» Work item
Nothing but a number should be returned: the count of lines in the records that contain "this".

*** Opening of Dataset entries ***

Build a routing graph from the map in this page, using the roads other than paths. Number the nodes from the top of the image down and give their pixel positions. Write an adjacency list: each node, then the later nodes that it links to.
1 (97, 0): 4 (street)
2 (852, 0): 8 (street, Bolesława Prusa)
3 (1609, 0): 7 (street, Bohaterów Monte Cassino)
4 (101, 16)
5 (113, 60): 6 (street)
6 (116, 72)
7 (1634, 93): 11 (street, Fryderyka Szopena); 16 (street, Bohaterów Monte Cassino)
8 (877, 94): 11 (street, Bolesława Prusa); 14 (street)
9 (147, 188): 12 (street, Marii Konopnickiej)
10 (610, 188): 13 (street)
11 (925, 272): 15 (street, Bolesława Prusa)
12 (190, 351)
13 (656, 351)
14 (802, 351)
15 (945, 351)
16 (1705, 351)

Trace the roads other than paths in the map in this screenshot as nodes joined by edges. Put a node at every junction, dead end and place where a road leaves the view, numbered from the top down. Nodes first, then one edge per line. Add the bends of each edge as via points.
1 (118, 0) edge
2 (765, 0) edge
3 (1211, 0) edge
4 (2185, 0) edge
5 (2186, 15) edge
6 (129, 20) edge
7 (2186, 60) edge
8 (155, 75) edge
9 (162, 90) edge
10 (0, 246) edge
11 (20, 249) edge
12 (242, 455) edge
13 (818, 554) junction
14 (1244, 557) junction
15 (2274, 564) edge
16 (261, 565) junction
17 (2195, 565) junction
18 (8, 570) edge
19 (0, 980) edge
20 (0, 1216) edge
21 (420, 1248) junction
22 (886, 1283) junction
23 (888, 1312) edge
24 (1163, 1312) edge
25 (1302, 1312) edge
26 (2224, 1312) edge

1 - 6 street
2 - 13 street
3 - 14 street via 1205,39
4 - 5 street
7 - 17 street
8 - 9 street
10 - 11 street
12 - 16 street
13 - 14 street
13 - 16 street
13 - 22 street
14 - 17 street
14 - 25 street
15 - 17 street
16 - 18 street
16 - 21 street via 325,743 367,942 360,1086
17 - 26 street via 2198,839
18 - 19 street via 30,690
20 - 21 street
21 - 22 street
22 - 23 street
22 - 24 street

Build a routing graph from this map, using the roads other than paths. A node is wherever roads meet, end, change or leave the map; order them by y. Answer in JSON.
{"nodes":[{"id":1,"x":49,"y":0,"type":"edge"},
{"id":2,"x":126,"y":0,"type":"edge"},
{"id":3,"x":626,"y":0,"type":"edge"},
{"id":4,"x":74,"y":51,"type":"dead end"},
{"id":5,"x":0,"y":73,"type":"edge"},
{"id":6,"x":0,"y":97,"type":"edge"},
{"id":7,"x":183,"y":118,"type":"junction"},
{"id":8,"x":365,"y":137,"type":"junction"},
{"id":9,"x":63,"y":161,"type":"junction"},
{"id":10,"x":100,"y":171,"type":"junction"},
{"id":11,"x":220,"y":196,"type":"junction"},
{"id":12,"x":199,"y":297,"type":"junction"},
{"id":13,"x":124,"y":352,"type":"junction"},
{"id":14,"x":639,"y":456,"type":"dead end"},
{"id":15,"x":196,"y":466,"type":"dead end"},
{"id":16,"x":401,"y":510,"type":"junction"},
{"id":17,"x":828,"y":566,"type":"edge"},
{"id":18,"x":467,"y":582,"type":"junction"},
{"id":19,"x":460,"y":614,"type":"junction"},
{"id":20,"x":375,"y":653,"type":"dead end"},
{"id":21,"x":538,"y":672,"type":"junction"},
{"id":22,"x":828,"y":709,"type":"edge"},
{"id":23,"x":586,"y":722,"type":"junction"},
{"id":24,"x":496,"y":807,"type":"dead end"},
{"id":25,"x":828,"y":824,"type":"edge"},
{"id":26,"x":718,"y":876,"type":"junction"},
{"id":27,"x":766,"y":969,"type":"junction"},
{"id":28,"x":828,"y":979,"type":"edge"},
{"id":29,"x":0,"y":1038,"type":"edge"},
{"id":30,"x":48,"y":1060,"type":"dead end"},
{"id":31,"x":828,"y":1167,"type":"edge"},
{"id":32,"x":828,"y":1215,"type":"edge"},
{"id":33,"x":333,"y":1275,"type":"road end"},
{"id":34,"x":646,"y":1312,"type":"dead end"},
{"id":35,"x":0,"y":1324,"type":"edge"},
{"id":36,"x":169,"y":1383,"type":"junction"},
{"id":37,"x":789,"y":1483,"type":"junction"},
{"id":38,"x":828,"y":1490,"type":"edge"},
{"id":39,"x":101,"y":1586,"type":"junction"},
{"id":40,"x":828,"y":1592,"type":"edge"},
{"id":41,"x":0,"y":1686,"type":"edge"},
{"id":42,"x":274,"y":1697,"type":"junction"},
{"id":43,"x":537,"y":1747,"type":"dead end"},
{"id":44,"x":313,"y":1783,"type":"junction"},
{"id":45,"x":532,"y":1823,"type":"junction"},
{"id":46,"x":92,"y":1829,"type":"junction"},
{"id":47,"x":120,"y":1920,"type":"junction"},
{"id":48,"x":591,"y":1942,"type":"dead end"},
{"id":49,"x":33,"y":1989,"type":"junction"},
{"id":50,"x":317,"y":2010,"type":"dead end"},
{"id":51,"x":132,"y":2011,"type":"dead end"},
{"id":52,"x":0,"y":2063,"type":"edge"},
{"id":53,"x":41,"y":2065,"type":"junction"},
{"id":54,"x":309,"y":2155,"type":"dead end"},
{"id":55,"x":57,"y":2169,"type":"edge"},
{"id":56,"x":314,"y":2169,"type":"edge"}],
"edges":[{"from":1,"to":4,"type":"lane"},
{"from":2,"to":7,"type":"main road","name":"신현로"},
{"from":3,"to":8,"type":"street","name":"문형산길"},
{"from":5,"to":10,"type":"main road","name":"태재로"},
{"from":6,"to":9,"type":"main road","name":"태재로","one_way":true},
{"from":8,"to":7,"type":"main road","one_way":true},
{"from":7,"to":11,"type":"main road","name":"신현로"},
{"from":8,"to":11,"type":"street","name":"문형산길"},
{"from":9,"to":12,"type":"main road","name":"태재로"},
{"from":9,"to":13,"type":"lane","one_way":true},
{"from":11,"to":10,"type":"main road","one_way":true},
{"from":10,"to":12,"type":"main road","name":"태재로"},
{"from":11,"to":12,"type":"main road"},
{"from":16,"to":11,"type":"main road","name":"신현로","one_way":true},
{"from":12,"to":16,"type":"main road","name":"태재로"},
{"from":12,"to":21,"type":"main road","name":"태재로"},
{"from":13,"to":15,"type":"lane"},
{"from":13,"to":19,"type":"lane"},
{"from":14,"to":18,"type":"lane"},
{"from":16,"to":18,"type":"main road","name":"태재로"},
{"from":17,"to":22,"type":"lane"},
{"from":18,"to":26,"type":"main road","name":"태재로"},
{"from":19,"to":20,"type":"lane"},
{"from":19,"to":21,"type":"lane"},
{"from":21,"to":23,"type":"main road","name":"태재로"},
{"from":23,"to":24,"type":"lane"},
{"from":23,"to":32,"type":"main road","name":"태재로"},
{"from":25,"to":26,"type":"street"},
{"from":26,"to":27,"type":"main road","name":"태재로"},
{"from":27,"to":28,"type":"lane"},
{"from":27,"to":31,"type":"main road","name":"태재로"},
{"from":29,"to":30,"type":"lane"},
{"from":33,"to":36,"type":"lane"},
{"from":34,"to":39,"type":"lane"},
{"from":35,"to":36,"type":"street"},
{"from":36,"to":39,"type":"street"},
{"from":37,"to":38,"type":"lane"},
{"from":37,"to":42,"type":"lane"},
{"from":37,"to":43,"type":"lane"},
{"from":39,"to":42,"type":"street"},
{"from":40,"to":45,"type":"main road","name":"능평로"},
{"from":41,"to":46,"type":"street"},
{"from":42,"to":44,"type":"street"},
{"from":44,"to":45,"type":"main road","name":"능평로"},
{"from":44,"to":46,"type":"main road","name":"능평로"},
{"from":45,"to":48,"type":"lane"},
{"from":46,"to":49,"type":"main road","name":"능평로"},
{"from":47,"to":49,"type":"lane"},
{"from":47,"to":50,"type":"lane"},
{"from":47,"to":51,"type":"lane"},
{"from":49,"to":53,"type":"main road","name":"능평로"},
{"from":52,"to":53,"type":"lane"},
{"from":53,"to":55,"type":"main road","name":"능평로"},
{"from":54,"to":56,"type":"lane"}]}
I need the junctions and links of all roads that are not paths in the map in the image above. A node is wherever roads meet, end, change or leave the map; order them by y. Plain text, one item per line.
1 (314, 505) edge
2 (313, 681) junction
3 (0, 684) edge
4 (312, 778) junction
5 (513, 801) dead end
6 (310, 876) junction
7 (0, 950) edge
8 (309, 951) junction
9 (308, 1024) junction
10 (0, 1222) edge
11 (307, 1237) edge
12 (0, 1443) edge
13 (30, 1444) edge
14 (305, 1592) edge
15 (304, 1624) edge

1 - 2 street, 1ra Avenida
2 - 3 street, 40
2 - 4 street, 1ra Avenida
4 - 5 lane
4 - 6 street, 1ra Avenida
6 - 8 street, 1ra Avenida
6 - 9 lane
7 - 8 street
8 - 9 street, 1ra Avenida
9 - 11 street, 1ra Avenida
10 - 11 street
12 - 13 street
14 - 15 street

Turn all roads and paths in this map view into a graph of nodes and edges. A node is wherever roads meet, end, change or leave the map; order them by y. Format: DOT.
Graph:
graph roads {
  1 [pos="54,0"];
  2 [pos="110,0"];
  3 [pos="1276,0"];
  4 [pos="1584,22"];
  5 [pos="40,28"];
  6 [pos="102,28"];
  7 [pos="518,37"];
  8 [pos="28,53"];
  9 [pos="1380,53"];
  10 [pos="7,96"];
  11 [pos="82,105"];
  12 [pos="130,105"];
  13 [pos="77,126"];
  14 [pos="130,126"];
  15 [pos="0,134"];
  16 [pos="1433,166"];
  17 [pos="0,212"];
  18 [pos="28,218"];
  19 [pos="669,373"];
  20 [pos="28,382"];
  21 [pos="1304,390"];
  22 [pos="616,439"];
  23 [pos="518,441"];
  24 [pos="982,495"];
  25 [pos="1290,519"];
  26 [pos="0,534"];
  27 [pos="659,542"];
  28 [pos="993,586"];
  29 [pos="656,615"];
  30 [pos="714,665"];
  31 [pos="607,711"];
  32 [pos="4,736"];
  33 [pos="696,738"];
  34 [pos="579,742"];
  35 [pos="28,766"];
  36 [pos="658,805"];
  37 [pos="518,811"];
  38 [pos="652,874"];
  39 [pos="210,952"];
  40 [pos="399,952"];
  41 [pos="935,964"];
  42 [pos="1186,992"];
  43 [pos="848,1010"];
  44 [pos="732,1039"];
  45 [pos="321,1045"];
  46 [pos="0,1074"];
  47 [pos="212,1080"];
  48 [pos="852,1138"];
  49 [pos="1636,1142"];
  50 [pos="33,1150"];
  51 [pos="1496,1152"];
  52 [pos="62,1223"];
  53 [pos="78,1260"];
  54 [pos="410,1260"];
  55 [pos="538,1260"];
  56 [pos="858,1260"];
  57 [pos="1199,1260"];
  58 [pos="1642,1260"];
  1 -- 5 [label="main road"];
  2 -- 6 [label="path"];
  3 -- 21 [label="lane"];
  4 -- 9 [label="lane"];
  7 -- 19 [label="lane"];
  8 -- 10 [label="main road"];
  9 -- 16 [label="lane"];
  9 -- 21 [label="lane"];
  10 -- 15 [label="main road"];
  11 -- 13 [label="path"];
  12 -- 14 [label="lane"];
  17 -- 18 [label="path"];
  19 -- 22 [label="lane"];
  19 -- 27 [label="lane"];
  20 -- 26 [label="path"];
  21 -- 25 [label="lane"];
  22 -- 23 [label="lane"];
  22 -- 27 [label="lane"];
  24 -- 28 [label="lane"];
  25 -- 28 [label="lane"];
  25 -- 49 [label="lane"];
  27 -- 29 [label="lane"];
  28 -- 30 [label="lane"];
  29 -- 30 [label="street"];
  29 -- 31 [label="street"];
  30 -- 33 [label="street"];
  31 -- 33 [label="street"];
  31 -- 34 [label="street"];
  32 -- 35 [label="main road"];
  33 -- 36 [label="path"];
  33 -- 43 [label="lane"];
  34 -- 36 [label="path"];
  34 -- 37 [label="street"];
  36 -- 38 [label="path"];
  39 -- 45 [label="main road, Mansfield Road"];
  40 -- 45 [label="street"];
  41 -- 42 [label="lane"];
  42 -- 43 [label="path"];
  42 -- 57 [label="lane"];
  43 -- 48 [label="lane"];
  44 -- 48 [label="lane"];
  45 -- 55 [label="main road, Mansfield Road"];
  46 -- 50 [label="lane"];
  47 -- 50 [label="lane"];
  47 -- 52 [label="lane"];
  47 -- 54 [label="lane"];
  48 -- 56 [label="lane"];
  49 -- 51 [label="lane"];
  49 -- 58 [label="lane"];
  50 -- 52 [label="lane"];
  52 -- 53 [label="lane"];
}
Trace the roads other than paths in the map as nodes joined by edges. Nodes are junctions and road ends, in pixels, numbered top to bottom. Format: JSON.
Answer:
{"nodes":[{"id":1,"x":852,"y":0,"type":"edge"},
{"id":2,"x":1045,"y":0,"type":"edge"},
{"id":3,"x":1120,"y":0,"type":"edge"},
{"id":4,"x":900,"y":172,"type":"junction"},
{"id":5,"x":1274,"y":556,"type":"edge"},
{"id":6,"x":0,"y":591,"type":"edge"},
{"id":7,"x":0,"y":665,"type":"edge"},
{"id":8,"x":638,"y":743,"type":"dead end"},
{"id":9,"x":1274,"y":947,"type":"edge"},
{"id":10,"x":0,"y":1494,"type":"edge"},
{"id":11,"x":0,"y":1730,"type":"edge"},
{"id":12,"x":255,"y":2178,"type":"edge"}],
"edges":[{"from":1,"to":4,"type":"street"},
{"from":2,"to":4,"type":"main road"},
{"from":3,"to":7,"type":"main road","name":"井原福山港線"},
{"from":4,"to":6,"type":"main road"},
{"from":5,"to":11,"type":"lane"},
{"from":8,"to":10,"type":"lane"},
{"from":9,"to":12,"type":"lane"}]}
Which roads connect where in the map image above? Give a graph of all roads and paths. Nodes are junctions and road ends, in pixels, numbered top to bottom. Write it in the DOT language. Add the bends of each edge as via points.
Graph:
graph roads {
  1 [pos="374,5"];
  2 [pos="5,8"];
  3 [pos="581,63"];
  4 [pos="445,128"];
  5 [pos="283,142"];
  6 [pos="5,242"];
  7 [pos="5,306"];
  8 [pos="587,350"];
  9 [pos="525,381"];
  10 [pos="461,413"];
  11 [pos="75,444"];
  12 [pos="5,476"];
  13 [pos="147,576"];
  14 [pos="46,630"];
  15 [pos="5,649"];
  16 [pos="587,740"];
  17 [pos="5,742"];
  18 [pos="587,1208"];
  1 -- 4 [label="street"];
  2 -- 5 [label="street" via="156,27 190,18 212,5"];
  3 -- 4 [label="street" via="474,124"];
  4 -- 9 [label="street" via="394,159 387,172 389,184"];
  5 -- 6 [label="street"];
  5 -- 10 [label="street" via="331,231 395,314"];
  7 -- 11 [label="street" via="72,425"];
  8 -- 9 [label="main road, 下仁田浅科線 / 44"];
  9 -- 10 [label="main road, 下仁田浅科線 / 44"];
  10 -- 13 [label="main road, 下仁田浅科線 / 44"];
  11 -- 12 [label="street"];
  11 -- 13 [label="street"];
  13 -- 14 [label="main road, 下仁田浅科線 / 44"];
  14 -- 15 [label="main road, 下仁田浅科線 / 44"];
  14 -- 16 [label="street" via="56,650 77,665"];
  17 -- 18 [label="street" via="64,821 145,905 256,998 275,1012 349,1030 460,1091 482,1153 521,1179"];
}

*** Close of Dataset entries ***

» Result
4